• [What you should do] Repeat every line of the data verbatim.

• [Exercise materials]
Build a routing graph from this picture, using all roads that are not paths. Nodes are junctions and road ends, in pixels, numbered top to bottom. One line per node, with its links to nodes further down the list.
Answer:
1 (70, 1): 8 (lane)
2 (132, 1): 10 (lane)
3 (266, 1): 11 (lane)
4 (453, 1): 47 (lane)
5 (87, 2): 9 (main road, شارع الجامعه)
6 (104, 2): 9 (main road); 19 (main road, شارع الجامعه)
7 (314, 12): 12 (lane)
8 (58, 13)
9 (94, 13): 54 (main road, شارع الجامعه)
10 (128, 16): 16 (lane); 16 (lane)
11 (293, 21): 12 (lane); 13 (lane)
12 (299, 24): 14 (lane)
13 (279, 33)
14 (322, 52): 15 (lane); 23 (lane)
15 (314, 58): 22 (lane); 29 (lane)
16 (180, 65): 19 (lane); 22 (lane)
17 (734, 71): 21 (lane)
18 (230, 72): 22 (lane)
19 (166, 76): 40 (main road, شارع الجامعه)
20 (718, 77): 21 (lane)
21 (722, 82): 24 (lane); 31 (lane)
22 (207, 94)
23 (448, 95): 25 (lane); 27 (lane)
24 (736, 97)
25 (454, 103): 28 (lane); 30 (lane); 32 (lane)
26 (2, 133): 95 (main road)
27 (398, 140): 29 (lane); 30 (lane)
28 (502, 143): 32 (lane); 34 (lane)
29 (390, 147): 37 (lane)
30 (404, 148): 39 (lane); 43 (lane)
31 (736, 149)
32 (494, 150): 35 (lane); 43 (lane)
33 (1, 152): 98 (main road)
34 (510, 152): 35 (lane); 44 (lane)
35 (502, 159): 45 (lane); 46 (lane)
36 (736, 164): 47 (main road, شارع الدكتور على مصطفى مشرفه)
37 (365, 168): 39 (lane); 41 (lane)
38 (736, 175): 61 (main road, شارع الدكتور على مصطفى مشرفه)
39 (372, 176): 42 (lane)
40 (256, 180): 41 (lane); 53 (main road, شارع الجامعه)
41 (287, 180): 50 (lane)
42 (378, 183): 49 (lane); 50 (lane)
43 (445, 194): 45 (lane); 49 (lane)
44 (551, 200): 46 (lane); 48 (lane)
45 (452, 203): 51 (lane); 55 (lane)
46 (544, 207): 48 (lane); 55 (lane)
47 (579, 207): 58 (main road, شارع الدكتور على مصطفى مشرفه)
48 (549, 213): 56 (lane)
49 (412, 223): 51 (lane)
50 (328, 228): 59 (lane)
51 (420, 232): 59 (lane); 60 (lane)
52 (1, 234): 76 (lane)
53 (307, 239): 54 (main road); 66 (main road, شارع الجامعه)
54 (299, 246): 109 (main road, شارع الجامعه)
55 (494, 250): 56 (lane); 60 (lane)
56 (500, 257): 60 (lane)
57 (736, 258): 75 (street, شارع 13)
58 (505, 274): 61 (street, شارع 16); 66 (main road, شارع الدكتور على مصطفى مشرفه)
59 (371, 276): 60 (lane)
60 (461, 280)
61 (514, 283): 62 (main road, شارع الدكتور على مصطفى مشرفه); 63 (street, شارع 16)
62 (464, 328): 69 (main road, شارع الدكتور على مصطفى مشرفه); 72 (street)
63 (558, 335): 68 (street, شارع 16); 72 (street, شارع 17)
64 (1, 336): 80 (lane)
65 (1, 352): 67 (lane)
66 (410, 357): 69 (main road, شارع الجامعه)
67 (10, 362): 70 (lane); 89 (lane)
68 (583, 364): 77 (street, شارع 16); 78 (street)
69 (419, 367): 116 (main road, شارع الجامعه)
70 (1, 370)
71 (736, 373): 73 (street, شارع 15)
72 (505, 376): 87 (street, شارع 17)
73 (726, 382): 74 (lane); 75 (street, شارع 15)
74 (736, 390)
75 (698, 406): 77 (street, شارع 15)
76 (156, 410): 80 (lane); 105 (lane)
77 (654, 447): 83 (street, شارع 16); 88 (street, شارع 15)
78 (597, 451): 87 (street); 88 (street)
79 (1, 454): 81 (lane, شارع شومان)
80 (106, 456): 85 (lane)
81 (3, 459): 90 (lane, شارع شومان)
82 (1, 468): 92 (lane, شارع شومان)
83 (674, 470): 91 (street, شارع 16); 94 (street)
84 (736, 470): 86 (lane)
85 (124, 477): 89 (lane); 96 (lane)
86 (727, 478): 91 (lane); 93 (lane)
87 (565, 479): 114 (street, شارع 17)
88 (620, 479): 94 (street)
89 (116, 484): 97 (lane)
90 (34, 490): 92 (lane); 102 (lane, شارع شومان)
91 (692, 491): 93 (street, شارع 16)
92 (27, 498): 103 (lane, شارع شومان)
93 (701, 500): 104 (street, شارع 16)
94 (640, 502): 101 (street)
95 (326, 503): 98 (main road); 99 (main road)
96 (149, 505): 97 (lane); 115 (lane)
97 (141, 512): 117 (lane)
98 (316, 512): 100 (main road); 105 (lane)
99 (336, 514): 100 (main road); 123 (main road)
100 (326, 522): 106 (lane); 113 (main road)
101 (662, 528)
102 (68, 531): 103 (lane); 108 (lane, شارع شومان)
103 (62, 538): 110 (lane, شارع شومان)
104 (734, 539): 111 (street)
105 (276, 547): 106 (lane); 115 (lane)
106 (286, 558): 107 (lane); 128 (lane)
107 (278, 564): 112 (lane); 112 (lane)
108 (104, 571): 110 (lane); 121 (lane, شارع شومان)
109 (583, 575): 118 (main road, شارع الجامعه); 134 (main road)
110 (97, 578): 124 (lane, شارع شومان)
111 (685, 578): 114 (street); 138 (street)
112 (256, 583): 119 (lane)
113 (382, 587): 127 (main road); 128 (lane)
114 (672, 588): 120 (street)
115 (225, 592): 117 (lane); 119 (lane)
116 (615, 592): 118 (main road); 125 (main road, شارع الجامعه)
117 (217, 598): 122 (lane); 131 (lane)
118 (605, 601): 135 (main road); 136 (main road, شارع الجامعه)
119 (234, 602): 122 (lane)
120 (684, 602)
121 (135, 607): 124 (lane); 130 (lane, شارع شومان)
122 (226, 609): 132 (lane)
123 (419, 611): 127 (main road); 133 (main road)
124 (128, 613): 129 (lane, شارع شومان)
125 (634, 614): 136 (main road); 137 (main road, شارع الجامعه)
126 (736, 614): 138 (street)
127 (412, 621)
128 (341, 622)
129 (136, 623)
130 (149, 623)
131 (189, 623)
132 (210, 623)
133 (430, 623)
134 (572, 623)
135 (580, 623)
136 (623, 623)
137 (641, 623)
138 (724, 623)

• [Result of the task]
Build a routing graph from this picture, using all roads that are not paths. Nodes are junctions and road ends, in pixels, numbered top to bottom. One line per node, with its links to nodes further down the list.
Answer:
1 (70, 1): 8 (lane)
2 (132, 1): 10 (lane)
3 (266, 1): 11 (lane)
4 (453, 1): 47 (lane)
5 (87, 2): 9 (main road, شارع الجامعه)
6 (104, 2): 9 (main road); 19 (main road, شارع الجامعه)
7 (314, 12): 12 (lane)
8 (58, 13)
9 (94, 13): 54 (main road, شارع الجامعه)
10 (128, 16): 16 (lane); 16 (lane)
11 (293, 21): 12 (lane); 13 (lane)
12 (299, 24): 14 (lane)
13 (279, 33)
14 (322, 52): 15 (lane); 23 (lane)
15 (314, 58): 22 (lane); 29 (lane)
16 (180, 65): 19 (lane); 22 (lane)
17 (734, 71): 21 (lane)
18 (230, 72): 22 (lane)
19 (166, 76): 40 (main road, شارع الجامعه)
20 (718, 77): 21 (lane)
21 (722, 82): 24 (lane); 31 (lane)
22 (207, 94)
23 (448, 95): 25 (lane); 27 (lane)
24 (736, 97)
25 (454, 103): 28 (lane); 30 (lane); 32 (lane)
26 (2, 133): 95 (main road)
27 (398, 140): 29 (lane); 30 (lane)
28 (502, 143): 32 (lane); 34 (lane)
29 (390, 147): 37 (lane)
30 (404, 148): 39 (lane); 43 (lane)
31 (736, 149)
32 (494, 150): 35 (lane); 43 (lane)
33 (1, 152): 98 (main road)
34 (510, 152): 35 (lane); 44 (lane)
35 (502, 159): 45 (lane); 46 (lane)
36 (736, 164): 47 (main road, شارع الدكتور على مصطفى مشرفه)
37 (365, 168): 39 (lane); 41 (lane)
38 (736, 175): 61 (main road, شارع الدكتور على مصطفى مشرفه)
39 (372, 176): 42 (lane)
40 (256, 180): 41 (lane); 53 (main road, شارع الجامعه)
41 (287, 180): 50 (lane)
42 (378, 183): 49 (lane); 50 (lane)
43 (445, 194): 45 (lane); 49 (lane)
44 (551, 200): 46 (lane); 48 (lane)
45 (452, 203): 51 (lane); 55 (lane)
46 (544, 207): 48 (lane); 55 (lane)
47 (579, 207): 58 (main road, شارع الدكتور على مصطفى مشرفه)
48 (549, 213): 56 (lane)
49 (412, 223): 51 (lane)
50 (328, 228): 59 (lane)
51 (420, 232): 59 (lane); 60 (lane)
52 (1, 234): 76 (lane)
53 (307, 239): 54 (main road); 66 (main road, شارع الجامعه)
54 (299, 246): 109 (main road, شارع الجامعه)
55 (494, 250): 56 (lane); 60 (lane)
56 (500, 257): 60 (lane)
57 (736, 258): 75 (street, شارع 13)
58 (505, 274): 61 (street, شارع 16); 66 (main road, شارع الدكتور على مصطفى مشرفه)
59 (371, 276): 60 (lane)
60 (461, 280)
61 (514, 283): 62 (main road, شارع الدكتور على مصطفى مشرفه); 63 (street, شارع 16)
62 (464, 328): 69 (main road, شارع الدكتور على مصطفى مشرفه); 72 (street)
63 (558, 335): 68 (street, شارع 16); 72 (street, شارع 17)
64 (1, 336): 80 (lane)
65 (1, 352): 67 (lane)
66 (410, 357): 69 (main road, شارع الجامعه)
67 (10, 362): 70 (lane); 89 (lane)
68 (583, 364): 77 (street, شارع 16); 78 (street)
69 (419, 367): 116 (main road, شارع الجامعه)
70 (1, 370)
71 (736, 373): 73 (street, شارع 15)
72 (505, 376): 87 (street, شارع 17)
73 (726, 382): 74 (lane); 75 (street, شارع 15)
74 (736, 390)
75 (698, 406): 77 (street, شارع 15)
76 (156, 410): 80 (lane); 105 (lane)
77 (654, 447): 83 (street, شارع 16); 88 (street, شارع 15)
78 (597, 451): 87 (street); 88 (street)
79 (1, 454): 81 (lane, شارع شومان)
80 (106, 456): 85 (lane)
81 (3, 459): 90 (lane, شارع شومان)
82 (1, 468): 92 (lane, شارع شومان)
83 (674, 470): 91 (street, شارع 16); 94 (street)
84 (736, 470): 86 (lane)
85 (124, 477): 89 (lane); 96 (lane)
86 (727, 478): 91 (lane); 93 (lane)
87 (565, 479): 114 (street, شارع 17)
88 (620, 479): 94 (street)
89 (116, 484): 97 (lane)
90 (34, 490): 92 (lane); 102 (lane, شارع شومان)
91 (692, 491): 93 (street, شارع 16)
92 (27, 498): 103 (lane, شارع شومان)
93 (701, 500): 104 (street, شارع 16)
94 (640, 502): 101 (street)
95 (326, 503): 98 (main road); 99 (main road)
96 (149, 505): 97 (lane); 115 (lane)
97 (141, 512): 117 (lane)
98 (316, 512): 100 (main road); 105 (lane)
99 (336, 514): 100 (main road); 123 (main road)
100 (326, 522): 106 (lane); 113 (main road)
101 (662, 528)
102 (68, 531): 103 (lane); 108 (lane, شارع شومان)
103 (62, 538): 110 (lane, شارع شومان)
104 (734, 539): 111 (street)
105 (276, 547): 106 (lane); 115 (lane)
106 (286, 558): 107 (lane); 128 (lane)
107 (278, 564): 112 (lane); 112 (lane)
108 (104, 571): 110 (lane); 121 (lane, شارع شومان)
109 (583, 575): 118 (main road, شارع الجامعه); 134 (main road)
110 (97, 578): 124 (lane, شارع شومان)
111 (685, 578): 114 (street); 138 (street)
112 (256, 583): 119 (lane)
113 (382, 587): 127 (main road); 128 (lane)
114 (672, 588): 120 (street)
115 (225, 592): 117 (lane); 119 (lane)
116 (615, 592): 118 (main road); 125 (main road, شارع الجامعه)
117 (217, 598): 122 (lane); 131 (lane)
118 (605, 601): 135 (main road); 136 (main road, شارع الجامعه)
119 (234, 602): 122 (lane)
120 (684, 602)
121 (135, 607): 124 (lane); 130 (lane, شارع شومان)
122 (226, 609): 132 (lane)
123 (419, 611): 127 (main road); 133 (main road)
124 (128, 613): 129 (lane, شارع شومان)
125 (634, 614): 136 (main road); 137 (main road, شارع الجامعه)
126 (736, 614): 138 (street)
127 (412, 621)
128 (341, 622)
129 (136, 623)
130 (149, 623)
131 (189, 623)
132 (210, 623)
133 (430, 623)
134 (572, 623)
135 (580, 623)
136 (623, 623)
137 (641, 623)
138 (724, 623)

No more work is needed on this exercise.